** Opening Extracted entries block **

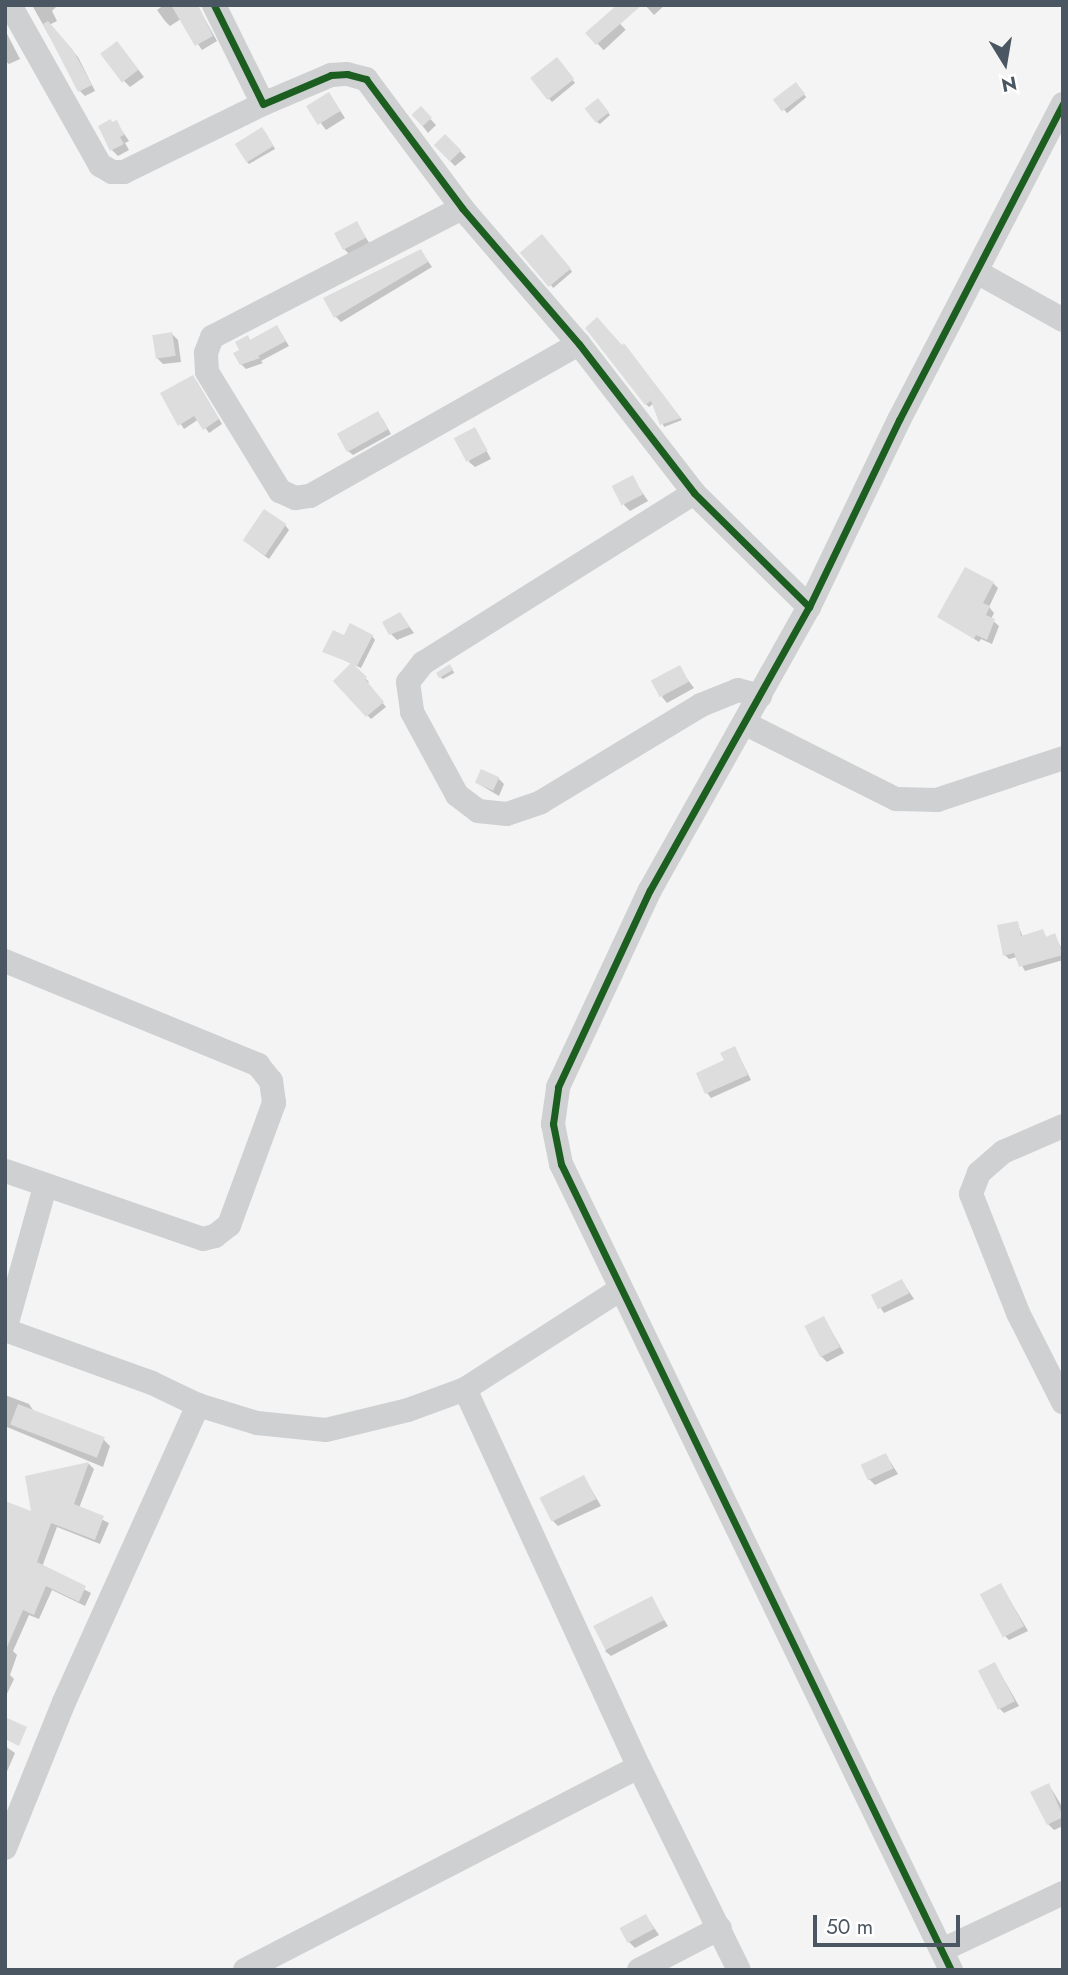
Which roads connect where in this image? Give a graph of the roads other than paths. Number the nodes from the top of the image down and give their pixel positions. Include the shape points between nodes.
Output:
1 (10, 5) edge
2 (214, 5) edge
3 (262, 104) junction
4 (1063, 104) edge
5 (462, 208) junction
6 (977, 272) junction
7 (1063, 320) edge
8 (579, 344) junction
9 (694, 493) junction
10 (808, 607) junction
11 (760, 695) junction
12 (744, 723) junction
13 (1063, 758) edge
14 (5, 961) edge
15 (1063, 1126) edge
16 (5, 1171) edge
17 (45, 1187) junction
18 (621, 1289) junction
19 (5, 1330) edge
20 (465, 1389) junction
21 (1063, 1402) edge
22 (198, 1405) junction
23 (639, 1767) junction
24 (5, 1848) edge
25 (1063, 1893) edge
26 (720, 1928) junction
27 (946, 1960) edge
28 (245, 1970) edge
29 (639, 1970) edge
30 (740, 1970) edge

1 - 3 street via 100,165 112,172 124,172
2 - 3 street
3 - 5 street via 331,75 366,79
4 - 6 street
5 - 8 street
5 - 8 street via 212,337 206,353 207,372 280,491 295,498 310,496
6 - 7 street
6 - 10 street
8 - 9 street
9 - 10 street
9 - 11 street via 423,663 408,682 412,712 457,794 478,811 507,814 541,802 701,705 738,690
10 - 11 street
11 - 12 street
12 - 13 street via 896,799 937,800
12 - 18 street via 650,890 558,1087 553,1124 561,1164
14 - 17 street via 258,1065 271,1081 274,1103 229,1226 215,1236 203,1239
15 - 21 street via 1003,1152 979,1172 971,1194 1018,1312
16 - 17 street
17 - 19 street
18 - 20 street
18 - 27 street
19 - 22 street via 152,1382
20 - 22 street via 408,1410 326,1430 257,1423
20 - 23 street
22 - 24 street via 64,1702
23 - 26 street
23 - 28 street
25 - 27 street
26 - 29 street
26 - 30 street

** Closing Extracted entries block **
** Opening Extracted entries block **

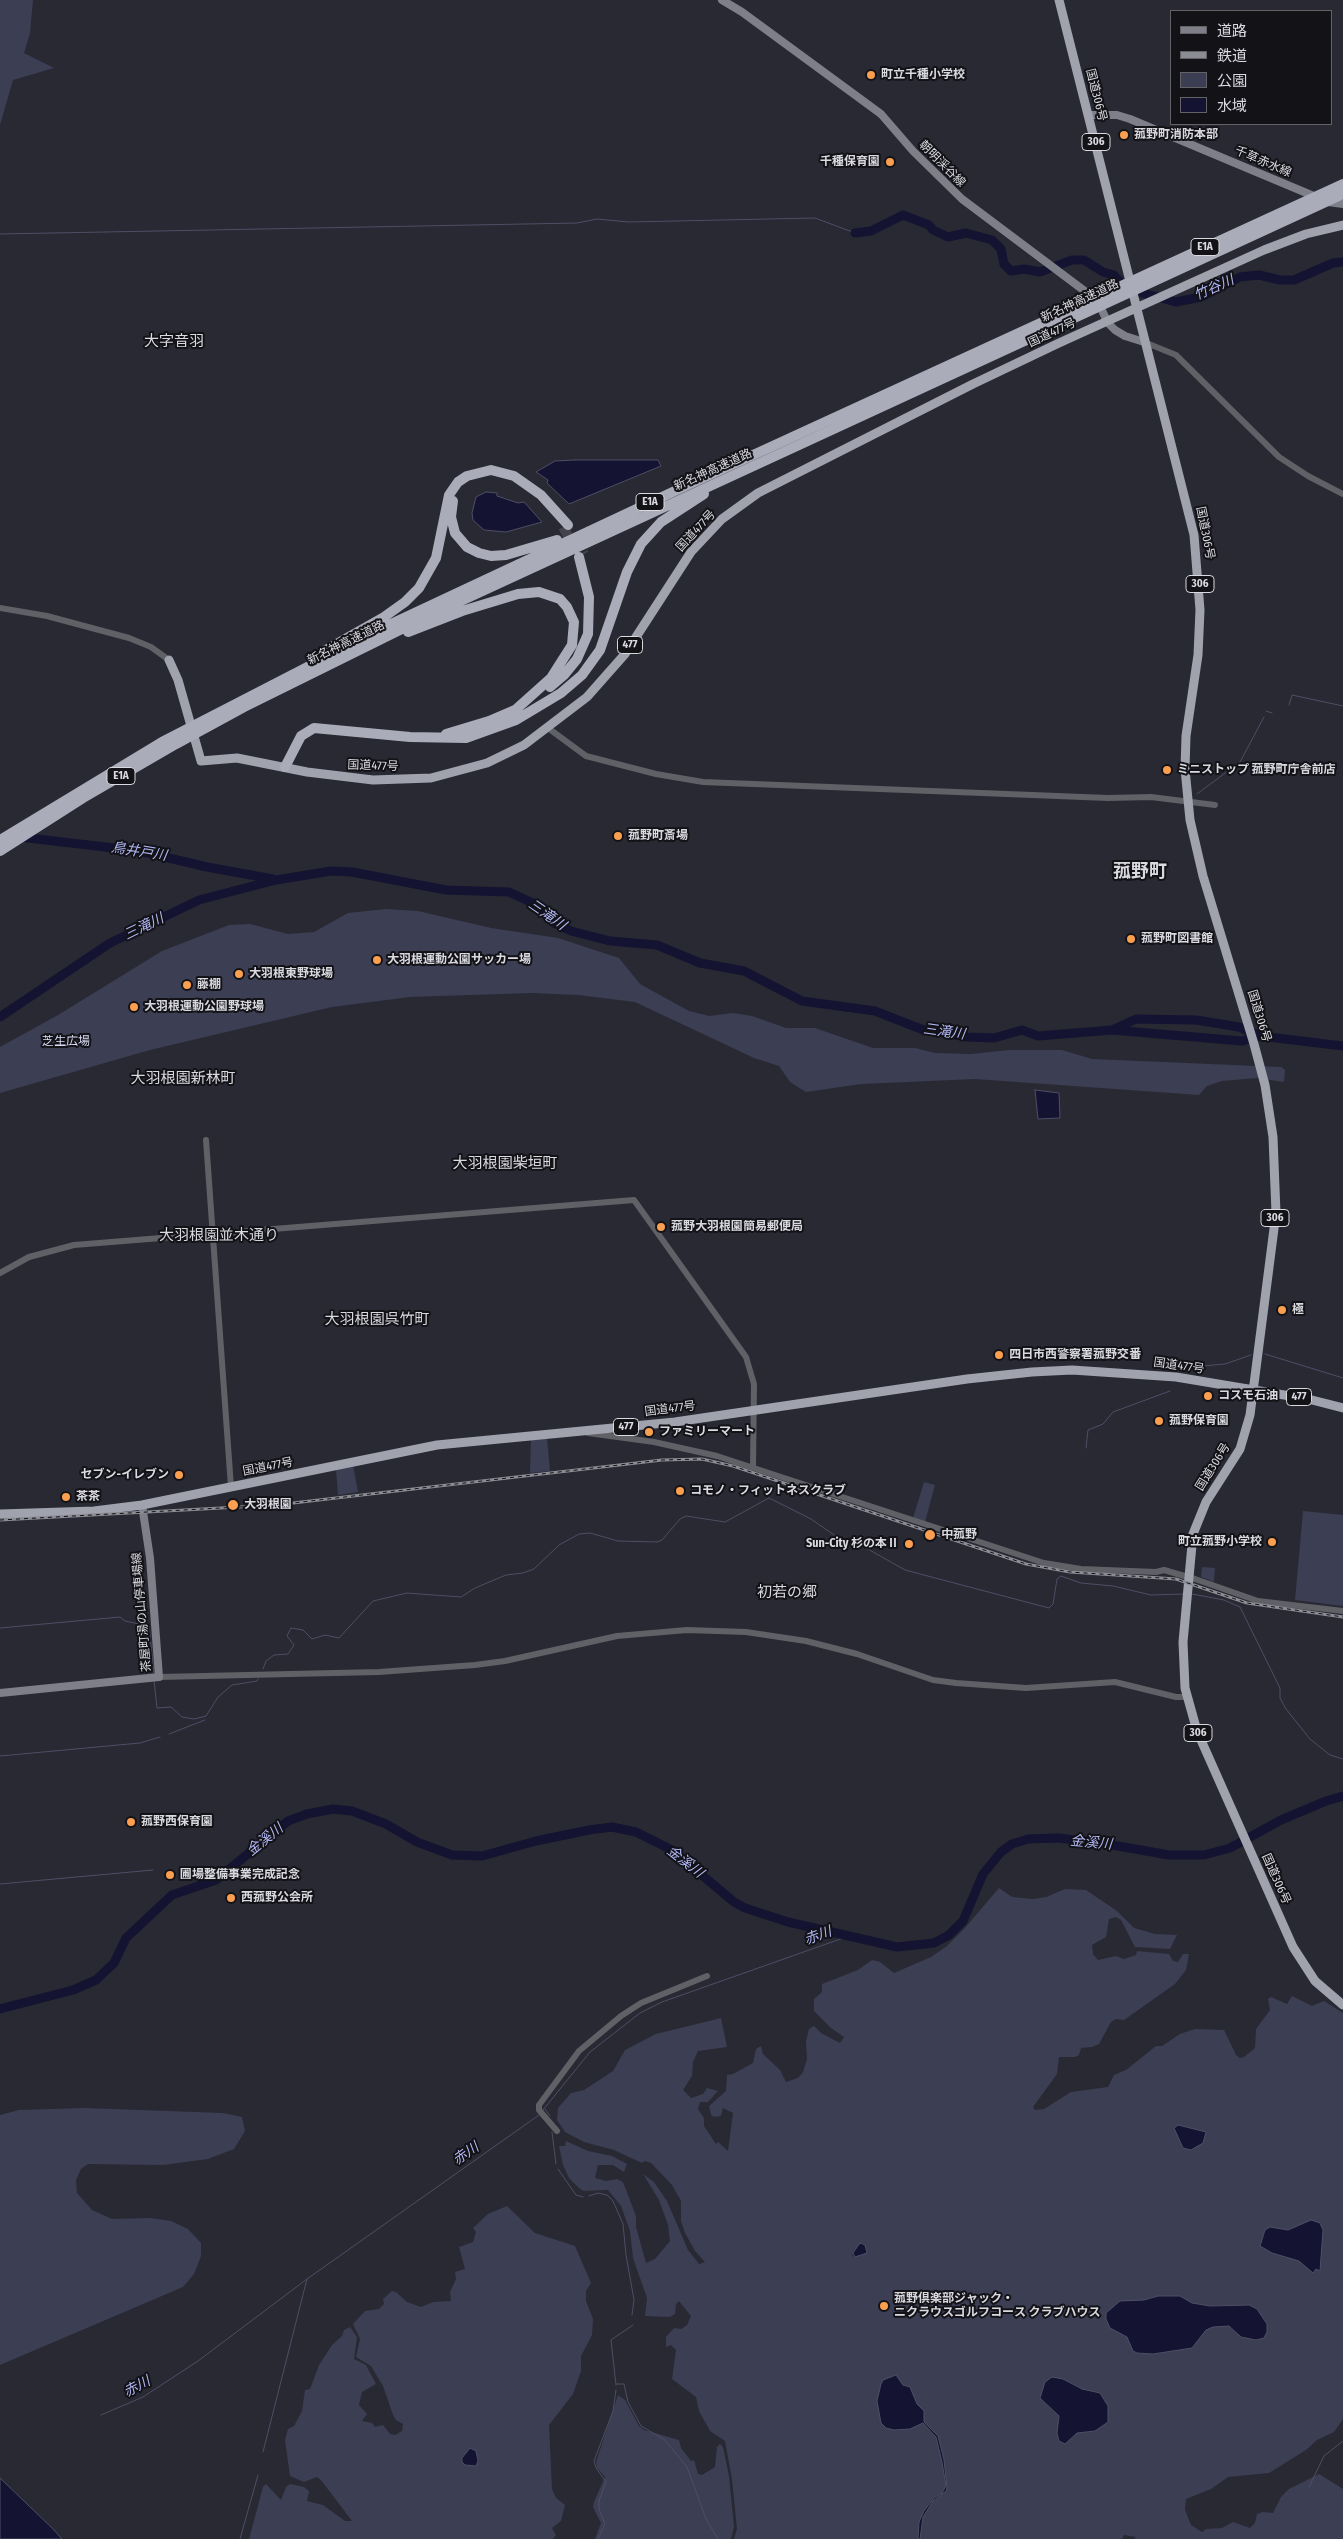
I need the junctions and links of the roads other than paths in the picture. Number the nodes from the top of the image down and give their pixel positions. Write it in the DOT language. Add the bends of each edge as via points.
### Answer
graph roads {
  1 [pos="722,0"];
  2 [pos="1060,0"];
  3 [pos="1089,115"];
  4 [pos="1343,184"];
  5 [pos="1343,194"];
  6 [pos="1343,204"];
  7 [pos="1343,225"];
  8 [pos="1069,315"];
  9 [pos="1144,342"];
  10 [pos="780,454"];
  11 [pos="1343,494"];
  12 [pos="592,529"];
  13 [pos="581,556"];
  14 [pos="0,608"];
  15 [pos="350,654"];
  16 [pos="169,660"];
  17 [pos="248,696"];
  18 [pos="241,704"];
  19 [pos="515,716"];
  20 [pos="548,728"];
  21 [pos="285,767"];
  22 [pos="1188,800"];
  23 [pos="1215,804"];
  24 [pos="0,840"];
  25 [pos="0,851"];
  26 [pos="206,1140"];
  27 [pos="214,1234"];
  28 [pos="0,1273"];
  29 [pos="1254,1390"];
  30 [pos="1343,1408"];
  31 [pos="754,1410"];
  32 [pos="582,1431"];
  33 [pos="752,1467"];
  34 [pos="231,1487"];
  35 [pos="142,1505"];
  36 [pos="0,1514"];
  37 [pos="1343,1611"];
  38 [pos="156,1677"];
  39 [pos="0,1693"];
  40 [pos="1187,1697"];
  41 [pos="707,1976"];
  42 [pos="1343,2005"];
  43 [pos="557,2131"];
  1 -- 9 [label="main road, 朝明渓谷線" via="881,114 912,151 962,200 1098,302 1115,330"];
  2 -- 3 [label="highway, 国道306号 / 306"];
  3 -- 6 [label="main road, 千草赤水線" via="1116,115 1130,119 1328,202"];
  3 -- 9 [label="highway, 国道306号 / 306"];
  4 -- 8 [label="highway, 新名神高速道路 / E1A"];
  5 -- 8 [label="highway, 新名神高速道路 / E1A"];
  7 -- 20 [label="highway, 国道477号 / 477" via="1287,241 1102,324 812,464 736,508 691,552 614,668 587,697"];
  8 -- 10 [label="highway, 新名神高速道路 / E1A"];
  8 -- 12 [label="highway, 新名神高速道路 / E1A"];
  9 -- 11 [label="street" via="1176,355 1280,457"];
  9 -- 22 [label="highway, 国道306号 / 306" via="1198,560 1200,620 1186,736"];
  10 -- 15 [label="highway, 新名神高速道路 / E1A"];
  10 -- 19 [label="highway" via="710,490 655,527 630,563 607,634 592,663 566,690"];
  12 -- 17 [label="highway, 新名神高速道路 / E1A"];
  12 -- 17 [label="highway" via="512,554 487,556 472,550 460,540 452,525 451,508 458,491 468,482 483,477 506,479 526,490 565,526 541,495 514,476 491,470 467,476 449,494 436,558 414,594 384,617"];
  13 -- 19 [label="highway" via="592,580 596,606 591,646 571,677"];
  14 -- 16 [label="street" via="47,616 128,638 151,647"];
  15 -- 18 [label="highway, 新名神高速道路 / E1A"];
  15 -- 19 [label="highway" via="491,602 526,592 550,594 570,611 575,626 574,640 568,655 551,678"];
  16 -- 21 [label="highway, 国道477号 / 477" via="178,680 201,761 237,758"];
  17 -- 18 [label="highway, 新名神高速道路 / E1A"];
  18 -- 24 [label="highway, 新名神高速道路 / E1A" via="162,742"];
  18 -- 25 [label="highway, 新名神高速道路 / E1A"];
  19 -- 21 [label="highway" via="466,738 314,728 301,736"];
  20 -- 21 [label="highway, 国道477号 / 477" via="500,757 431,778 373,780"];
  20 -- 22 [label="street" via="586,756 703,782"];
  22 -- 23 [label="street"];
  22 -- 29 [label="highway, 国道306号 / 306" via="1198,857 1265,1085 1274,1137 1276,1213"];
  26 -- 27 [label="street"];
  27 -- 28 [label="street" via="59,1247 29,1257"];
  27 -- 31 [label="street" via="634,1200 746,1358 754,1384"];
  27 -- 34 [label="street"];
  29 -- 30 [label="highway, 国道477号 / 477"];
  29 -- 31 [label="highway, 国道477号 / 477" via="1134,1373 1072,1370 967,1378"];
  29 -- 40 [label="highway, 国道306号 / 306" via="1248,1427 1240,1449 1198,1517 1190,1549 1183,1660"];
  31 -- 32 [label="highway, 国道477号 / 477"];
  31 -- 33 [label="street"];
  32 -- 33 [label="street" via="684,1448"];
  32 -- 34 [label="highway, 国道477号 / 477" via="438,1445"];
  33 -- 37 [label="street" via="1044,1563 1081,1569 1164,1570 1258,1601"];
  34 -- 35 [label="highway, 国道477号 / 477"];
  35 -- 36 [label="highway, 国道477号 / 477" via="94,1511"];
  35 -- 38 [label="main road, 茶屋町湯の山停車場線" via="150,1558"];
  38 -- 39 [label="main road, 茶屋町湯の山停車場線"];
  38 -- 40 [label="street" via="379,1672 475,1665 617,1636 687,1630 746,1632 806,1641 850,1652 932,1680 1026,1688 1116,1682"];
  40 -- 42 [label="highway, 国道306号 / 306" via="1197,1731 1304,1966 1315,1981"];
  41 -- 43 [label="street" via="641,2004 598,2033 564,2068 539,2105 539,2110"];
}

** Closing Extracted entries block **

Every line in the data above that includes the word "nodes" should be copied.

Which roads connect where in this image? Give a graph of the roads other than paths. Number the nodes from the top of the image down and give their pixel positions. Include the shape points between nodes.
I need the junctions and links of the roads other than paths in the picture. Number the nodes from the top of the image down and give their pixel positions. Write it in the DOT language. Add the bends of each edge as via points.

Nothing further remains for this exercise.